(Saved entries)

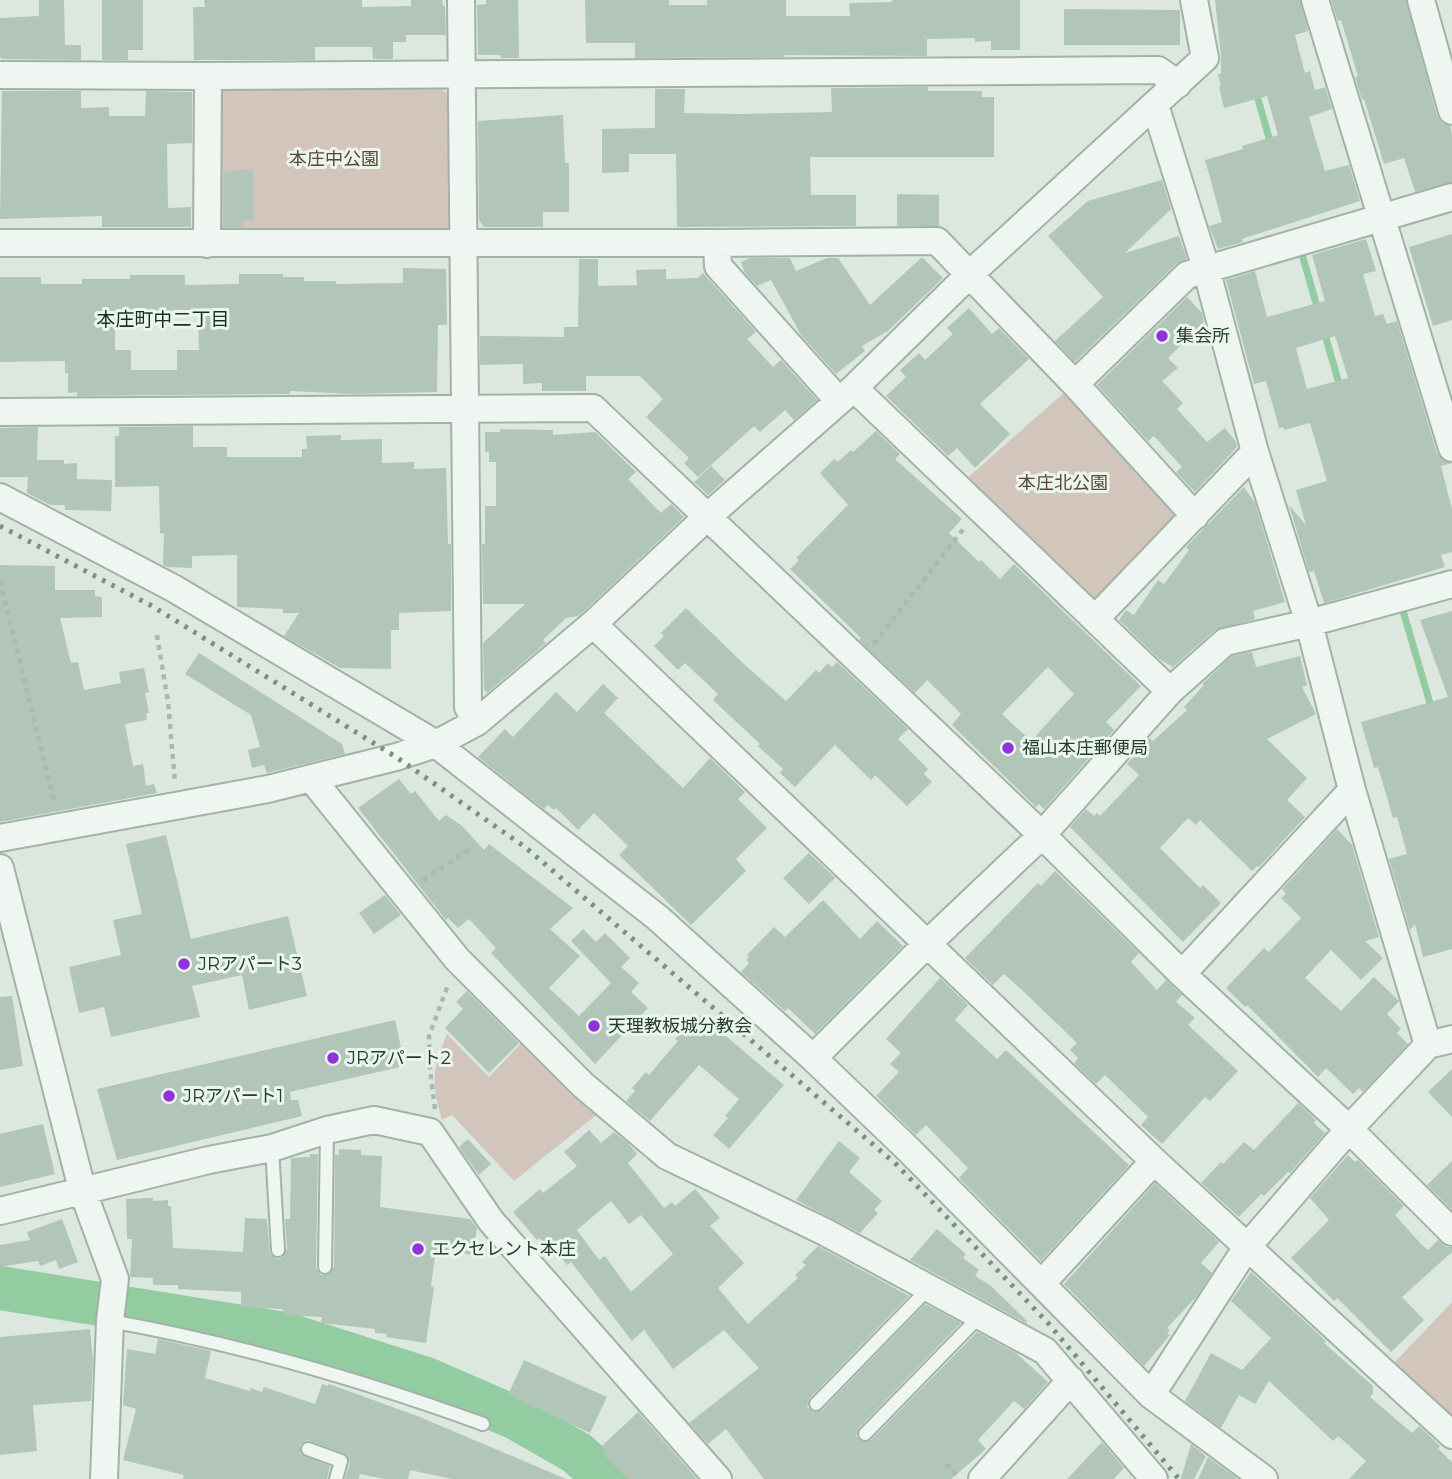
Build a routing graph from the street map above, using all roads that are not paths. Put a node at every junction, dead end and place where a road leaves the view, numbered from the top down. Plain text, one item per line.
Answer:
1 (461, 0) edge
2 (1195, 0) edge
3 (1315, 0) edge
4 (1421, 0) edge
5 (463, 74) junction
6 (0, 75) edge
7 (208, 76) junction
8 (1178, 84) junction
9 (1155, 105) junction
10 (1452, 111) edge
11 (1452, 197) edge
12 (1381, 218) junction
13 (0, 243) edge
14 (464, 243) junction
15 (717, 243) junction
16 (207, 244) junction
17 (1206, 268) junction
18 (970, 274) junction
19 (1075, 384) junction
20 (846, 394) junction
21 (464, 410) junction
22 (0, 412) edge
23 (1452, 448) edge
24 (1255, 453) junction
25 (0, 497) edge
26 (1195, 516) junction
27 (706, 517) junction
28 (1452, 584) edge
29 (1095, 619) junction
30 (1309, 623) junction
31 (593, 624) junction
32 (1170, 691) junction
33 (477, 722) junction
34 (436, 744) junction
35 (311, 778) junction
36 (1352, 790) junction
37 (1042, 835) junction
38 (0, 838) edge
39 (0, 869) edge
40 (926, 945) junction
41 (1182, 974) junction
42 (1440, 1042) edge
43 (813, 1058) junction
44 (1349, 1129) junction
45 (327, 1130) junction
46 (272, 1148) junction
47 (1154, 1161) junction
48 (82, 1189) junction
49 (0, 1211) edge
50 (1452, 1232) edge
51 (1247, 1247) junction
52 (278, 1250) dead end
53 (325, 1267) dead end
54 (1042, 1283) junction
55 (928, 1289) junction
56 (112, 1308) junction
57 (981, 1315) junction
58 (1070, 1380) junction
59 (1152, 1395) junction
60 (816, 1404) dead end
61 (483, 1424) dead end
62 (865, 1434) dead end
63 (1452, 1435) edge
64 (308, 1449) dead end
65 (1143, 1472) edge
66 (104, 1479) edge
67 (336, 1479) edge
68 (718, 1479) edge
69 (982, 1479) edge
70 (1264, 1479) edge

1 - 5 street
2 - 8 street
3 - 12 street
4 - 10 street
5 - 7 street
5 - 8 street
5 - 14 street
6 - 7 street
7 - 16 street
8 - 9 street
9 - 17 street
9 - 18 street
11 - 12 street
12 - 17 street
12 - 23 street
13 - 16 street
14 - 15 street
14 - 16 street
14 - 21 street
15 - 18 street
15 - 20 street
17 - 19 street
17 - 24 street
18 - 19 street
18 - 20 street
19 - 26 street
20 - 27 street
20 - 29 street
21 - 22 street
21 - 27 street
21 - 33 street
24 - 26 street
24 - 30 street
25 - 34 street
26 - 29 street
27 - 31 street
27 - 37 street
28 - 30 street
29 - 32 street
30 - 32 street
30 - 36 street
31 - 33 street
31 - 40 street
32 - 37 street
33 - 34 street
34 - 35 street
34 - 43 street
35 - 38 street
35 - 55 street
36 - 41 street
36 - 42 street
37 - 40 street
37 - 41 street
39 - 48 street
40 - 43 street
40 - 47 street
41 - 44 street
42 - 44 street
43 - 54 street
44 - 50 street
44 - 51 street
45 - 46 street
45 - 53 lane
45 - 68 street
46 - 48 street
46 - 52 lane
47 - 51 street
47 - 54 street
48 - 49 street
48 - 56 street
51 - 59 street
51 - 63 street
54 - 59 street
55 - 57 street
55 - 60 lane
56 - 61 lane
56 - 66 street
57 - 58 street
57 - 62 lane
58 - 65 street
58 - 69 street
59 - 70 street
64 - 67 lane

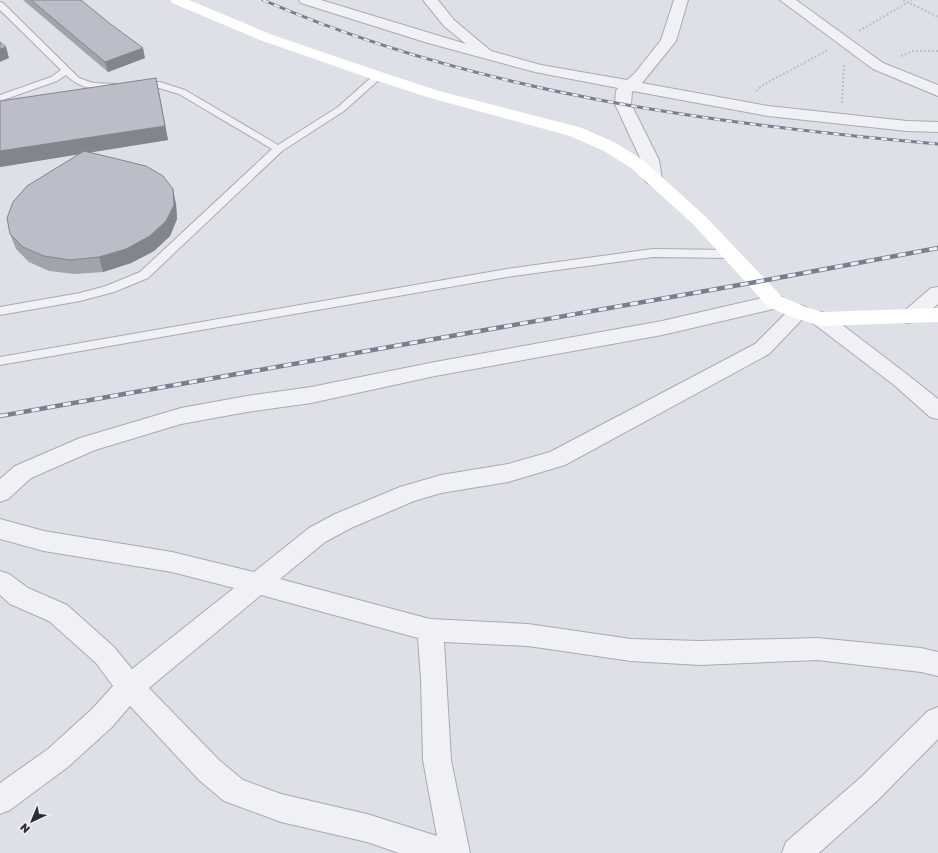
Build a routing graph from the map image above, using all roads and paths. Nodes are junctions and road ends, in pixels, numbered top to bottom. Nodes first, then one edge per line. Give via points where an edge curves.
1 (177, 0) edge
2 (306, 0) edge
3 (430, 0) edge
4 (681, 0) edge
5 (787, 0) edge
6 (903, 0) edge
7 (912, 0) edge
8 (908, 2) junction
9 (0, 5) edge
10 (938, 17) edge
11 (845, 41) junction
12 (938, 51) edge
13 (488, 55) junction
14 (878, 66) junction
15 (66, 71) junction
16 (378, 76) junction
17 (631, 86) junction
18 (938, 91) edge
19 (0, 98) edge
20 (737, 105) junction
21 (841, 119) junction
22 (938, 127) edge
23 (278, 149) junction
24 (653, 179) junction
25 (731, 254) junction
26 (938, 293) edge
27 (775, 302) junction
28 (0, 311) edge
29 (798, 312) junction
30 (938, 315) edge
31 (910, 317) junction
32 (821, 319) junction
33 (0, 361) edge
34 (938, 411) edge
35 (0, 493) edge
36 (0, 528) edge
37 (0, 580) edge
38 (260, 584) junction
39 (430, 630) junction
40 (938, 664) edge
41 (130, 687) junction
42 (938, 720) edge
43 (0, 800) edge
44 (445, 853) edge
45 (455, 853) edge
46 (797, 853) edge

1 - 16 street via 264,37
2 - 13 street
3 - 13 street via 449,23
4 - 17 street via 668,41
5 - 11 street
6 - 8 path
7 - 8 path
8 - 10 path
8 - 11 path via 862,28
9 - 15 lane
11 - 14 street
11 - 20 path via 763,85
11 - 21 path
12 - 14 path via 914,51
13 - 17 street via 540,69
14 - 18 street
15 - 19 lane via 54,79
15 - 23 lane via 84,85 99,87 147,83 182,92
16 - 23 lane via 341,109
16 - 24 street via 433,94 576,132 610,147 637,164
17 - 20 street
17 - 24 street via 624,91 623,104 650,160
20 - 21 street
21 - 22 street
23 - 28 lane via 144,275 110,289 80,297
24 - 25 street via 700,221
25 - 27 street
25 - 33 lane via 653,253 507,273
26 - 31 street
27 - 29 street
27 - 35 street via 662,328 458,364 311,395 181,416 88,444 23,472
29 - 32 street
29 - 38 street via 762,349 557,459 508,473 408,492 343,521 317,536
30 - 31 street
31 - 32 street
32 - 34 street
36 - 38 street via 44,541 172,562
37 - 41 street via 19,596 58,613 105,655
38 - 39 street
38 - 41 street
39 - 40 street via 528,635 631,650 700,653 817,649
39 - 45 street via 437,760
41 - 43 street via 102,718 58,758
41 - 44 street via 209,770 234,791 281,808 367,828
42 - 46 street via 874,785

## [ACTIVITY]
The response must consist of the entries above exactly as they stand, minus any pictures.

## [EXERCISE RESPONSE]
Build a routing graph from the street map above, using all roads that are not paths. Put a node at every junction, dead end and place where a road leaves the view, numbered from the top down. Plain text, one item per line.
Answer:
1 (461, 0) edge
2 (1195, 0) edge
3 (1315, 0) edge
4 (1421, 0) edge
5 (463, 74) junction
6 (0, 75) edge
7 (208, 76) junction
8 (1178, 84) junction
9 (1155, 105) junction
10 (1452, 111) edge
11 (1452, 197) edge
12 (1381, 218) junction
13 (0, 243) edge
14 (464, 243) junction
15 (717, 243) junction
16 (207, 244) junction
17 (1206, 268) junction
18 (970, 274) junction
19 (1075, 384) junction
20 (846, 394) junction
21 (464, 410) junction
22 (0, 412) edge
23 (1452, 448) edge
24 (1255, 453) junction
25 (0, 497) edge
26 (1195, 516) junction
27 (706, 517) junction
28 (1452, 584) edge
29 (1095, 619) junction
30 (1309, 623) junction
31 (593, 624) junction
32 (1170, 691) junction
33 (477, 722) junction
34 (436, 744) junction
35 (311, 778) junction
36 (1352, 790) junction
37 (1042, 835) junction
38 (0, 838) edge
39 (0, 869) edge
40 (926, 945) junction
41 (1182, 974) junction
42 (1440, 1042) edge
43 (813, 1058) junction
44 (1349, 1129) junction
45 (327, 1130) junction
46 (272, 1148) junction
47 (1154, 1161) junction
48 (82, 1189) junction
49 (0, 1211) edge
50 (1452, 1232) edge
51 (1247, 1247) junction
52 (278, 1250) dead end
53 (325, 1267) dead end
54 (1042, 1283) junction
55 (928, 1289) junction
56 (112, 1308) junction
57 (981, 1315) junction
58 (1070, 1380) junction
59 (1152, 1395) junction
60 (816, 1404) dead end
61 (483, 1424) dead end
62 (865, 1434) dead end
63 (1452, 1435) edge
64 (308, 1449) dead end
65 (1143, 1472) edge
66 (104, 1479) edge
67 (336, 1479) edge
68 (718, 1479) edge
69 (982, 1479) edge
70 (1264, 1479) edge

1 - 5 street
2 - 8 street
3 - 12 street
4 - 10 street
5 - 7 street
5 - 8 street
5 - 14 street
6 - 7 street
7 - 16 street
8 - 9 street
9 - 17 street
9 - 18 street
11 - 12 street
12 - 17 street
12 - 23 street
13 - 16 street
14 - 15 street
14 - 16 street
14 - 21 street
15 - 18 street
15 - 20 street
17 - 19 street
17 - 24 street
18 - 19 street
18 - 20 street
19 - 26 street
20 - 27 street
20 - 29 street
21 - 22 street
21 - 27 street
21 - 33 street
24 - 26 street
24 - 30 street
25 - 34 street
26 - 29 street
27 - 31 street
27 - 37 street
28 - 30 street
29 - 32 street
30 - 32 street
30 - 36 street
31 - 33 street
31 - 40 street
32 - 37 street
33 - 34 street
34 - 35 street
34 - 43 street
35 - 38 street
35 - 55 street
36 - 41 street
36 - 42 street
37 - 40 street
37 - 41 street
39 - 48 street
40 - 43 street
40 - 47 street
41 - 44 street
42 - 44 street
43 - 54 street
44 - 50 street
44 - 51 street
45 - 46 street
45 - 53 lane
45 - 68 street
46 - 48 street
46 - 52 lane
47 - 51 street
47 - 54 street
48 - 49 street
48 - 56 street
51 - 59 street
51 - 63 street
54 - 59 street
55 - 57 street
55 - 60 lane
56 - 61 lane
56 - 66 street
57 - 58 street
57 - 62 lane
58 - 65 street
58 - 69 street
59 - 70 street
64 - 67 lane

Build a routing graph from the map image above, using all roads and paths. Nodes are junctions and road ends, in pixels, numbered top to bottom. Nodes first, then one edge per line. Give via points where an edge curves.
1 (177, 0) edge
2 (306, 0) edge
3 (430, 0) edge
4 (681, 0) edge
5 (787, 0) edge
6 (903, 0) edge
7 (912, 0) edge
8 (908, 2) junction
9 (0, 5) edge
10 (938, 17) edge
11 (845, 41) junction
12 (938, 51) edge
13 (488, 55) junction
14 (878, 66) junction
15 (66, 71) junction
16 (378, 76) junction
17 (631, 86) junction
18 (938, 91) edge
19 (0, 98) edge
20 (737, 105) junction
21 (841, 119) junction
22 (938, 127) edge
23 (278, 149) junction
24 (653, 179) junction
25 (731, 254) junction
26 (938, 293) edge
27 (775, 302) junction
28 (0, 311) edge
29 (798, 312) junction
30 (938, 315) edge
31 (910, 317) junction
32 (821, 319) junction
33 (0, 361) edge
34 (938, 411) edge
35 (0, 493) edge
36 (0, 528) edge
37 (0, 580) edge
38 (260, 584) junction
39 (430, 630) junction
40 (938, 664) edge
41 (130, 687) junction
42 (938, 720) edge
43 (0, 800) edge
44 (445, 853) edge
45 (455, 853) edge
46 (797, 853) edge

1 - 16 street via 264,37
2 - 13 street
3 - 13 street via 449,23
4 - 17 street via 668,41
5 - 11 street
6 - 8 path
7 - 8 path
8 - 10 path
8 - 11 path via 862,28
9 - 15 lane
11 - 14 street
11 - 20 path via 763,85
11 - 21 path
12 - 14 path via 914,51
13 - 17 street via 540,69
14 - 18 street
15 - 19 lane via 54,79
15 - 23 lane via 84,85 99,87 147,83 182,92
16 - 23 lane via 341,109
16 - 24 street via 433,94 576,132 610,147 637,164
17 - 20 street
17 - 24 street via 624,91 623,104 650,160
20 - 21 street
21 - 22 street
23 - 28 lane via 144,275 110,289 80,297
24 - 25 street via 700,221
25 - 27 street
25 - 33 lane via 653,253 507,273
26 - 31 street
27 - 29 street
27 - 35 street via 662,328 458,364 311,395 181,416 88,444 23,472
29 - 32 street
29 - 38 street via 762,349 557,459 508,473 408,492 343,521 317,536
30 - 31 street
31 - 32 street
32 - 34 street
36 - 38 street via 44,541 172,562
37 - 41 street via 19,596 58,613 105,655
38 - 39 street
38 - 41 street
39 - 40 street via 528,635 631,650 700,653 817,649
39 - 45 street via 437,760
41 - 43 street via 102,718 58,758
41 - 44 street via 209,770 234,791 281,808 367,828
42 - 46 street via 874,785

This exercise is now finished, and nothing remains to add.